Menos de um ano após ter sido concluída, a instalação "Matacão", do artista plástico paulistano Nuno Ramos, em Orlândia (370 km ao norte de São Paulo), está se transformando em depósito de entulho e criadouro de mosquitos.
A obra -composta por 12 rochas de granito de até 25 toneladas, acomodadas em covas- está abandonada, sendo engolida pelo matagal.
"Matacão" ficou pronta em dezembro do ano passado, após seis meses de trabalho intenso de Nuno Ramos. "Fui a Orlândia umas 25 vezes", diz o artista.
A idéia da obra partiu do ex-prefeito da cidade Steven Binnie, conhecido como Estevão, amigo do artista plástico.
Para isso, foi desapropriada uma área com cerca de 40 mil metros quadrados, que abrigaria um parque.

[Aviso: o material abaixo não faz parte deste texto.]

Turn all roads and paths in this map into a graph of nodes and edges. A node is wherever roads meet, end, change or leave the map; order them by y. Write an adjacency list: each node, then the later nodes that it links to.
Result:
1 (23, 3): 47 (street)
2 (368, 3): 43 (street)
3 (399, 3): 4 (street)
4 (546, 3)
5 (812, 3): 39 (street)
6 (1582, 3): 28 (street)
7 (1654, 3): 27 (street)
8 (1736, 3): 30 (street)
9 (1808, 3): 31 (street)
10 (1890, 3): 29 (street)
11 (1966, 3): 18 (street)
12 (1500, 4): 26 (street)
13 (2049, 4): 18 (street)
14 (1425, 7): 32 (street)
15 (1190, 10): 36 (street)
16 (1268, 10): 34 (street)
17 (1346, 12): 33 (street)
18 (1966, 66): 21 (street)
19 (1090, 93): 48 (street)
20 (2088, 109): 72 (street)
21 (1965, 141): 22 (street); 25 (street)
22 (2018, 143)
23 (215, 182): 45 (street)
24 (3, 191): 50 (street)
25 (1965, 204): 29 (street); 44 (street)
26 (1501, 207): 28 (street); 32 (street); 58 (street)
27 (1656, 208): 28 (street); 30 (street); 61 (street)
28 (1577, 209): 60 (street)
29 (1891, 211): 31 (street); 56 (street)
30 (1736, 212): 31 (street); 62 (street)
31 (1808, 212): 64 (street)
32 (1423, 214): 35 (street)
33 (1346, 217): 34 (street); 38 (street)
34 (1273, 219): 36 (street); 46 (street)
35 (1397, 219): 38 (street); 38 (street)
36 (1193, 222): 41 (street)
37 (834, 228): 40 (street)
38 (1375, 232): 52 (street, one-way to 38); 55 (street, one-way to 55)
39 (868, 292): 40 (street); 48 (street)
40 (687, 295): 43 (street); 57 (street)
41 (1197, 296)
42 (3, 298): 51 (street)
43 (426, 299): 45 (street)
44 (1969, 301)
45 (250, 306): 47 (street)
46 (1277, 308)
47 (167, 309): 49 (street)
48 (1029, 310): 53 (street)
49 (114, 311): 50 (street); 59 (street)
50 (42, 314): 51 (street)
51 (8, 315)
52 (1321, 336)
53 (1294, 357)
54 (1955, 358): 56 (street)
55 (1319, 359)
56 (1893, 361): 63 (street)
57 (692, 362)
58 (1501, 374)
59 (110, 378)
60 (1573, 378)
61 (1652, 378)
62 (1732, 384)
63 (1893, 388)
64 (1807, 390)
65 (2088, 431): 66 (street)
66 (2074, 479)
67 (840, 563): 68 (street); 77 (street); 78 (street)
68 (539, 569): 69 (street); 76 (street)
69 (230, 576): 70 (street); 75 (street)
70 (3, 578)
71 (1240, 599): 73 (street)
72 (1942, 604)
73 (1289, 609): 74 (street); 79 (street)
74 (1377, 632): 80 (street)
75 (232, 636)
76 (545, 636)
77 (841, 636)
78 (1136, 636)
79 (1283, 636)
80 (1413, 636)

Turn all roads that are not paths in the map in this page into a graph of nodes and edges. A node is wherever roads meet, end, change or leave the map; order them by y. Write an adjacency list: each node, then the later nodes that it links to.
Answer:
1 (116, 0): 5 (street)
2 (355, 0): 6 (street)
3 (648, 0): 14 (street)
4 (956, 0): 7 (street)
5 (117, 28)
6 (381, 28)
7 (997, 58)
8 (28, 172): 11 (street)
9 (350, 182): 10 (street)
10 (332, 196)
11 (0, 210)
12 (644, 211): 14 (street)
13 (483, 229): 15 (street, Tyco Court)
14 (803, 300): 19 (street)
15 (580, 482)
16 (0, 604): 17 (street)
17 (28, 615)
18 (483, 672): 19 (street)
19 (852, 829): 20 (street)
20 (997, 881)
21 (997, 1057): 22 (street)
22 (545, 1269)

"É um dos trabalhos que eu mais gosto, de grande ambição estética. Fiz para o Brasil, para um lugar onde o acesso à cultura é restrito", diz Nuno Ramos.
Mas a atual administração de Orlândia, cidade com 34 mil habitantes, revogou o decreto que desapropriava a área e engavetou o projeto do parque.
Com isso, a "Chuva de Meteoros", como foi batizado o conjunto, deixou de receber manutenção.
A área, de acordo com a administração, tem diversos proprietários, que não têm a intenção de arcar com os custos da manutenção.
"É uma obra pública em grande escala, sem a verticalização que marca esse tipo de trabalho. Você tem que caminhar para ver, é peripatético", diz Nuno.
Caminhar por entre as rochas da instalação está praticamente impossível. No local, além do mato, estão lixo doméstico e detritos da construção civil.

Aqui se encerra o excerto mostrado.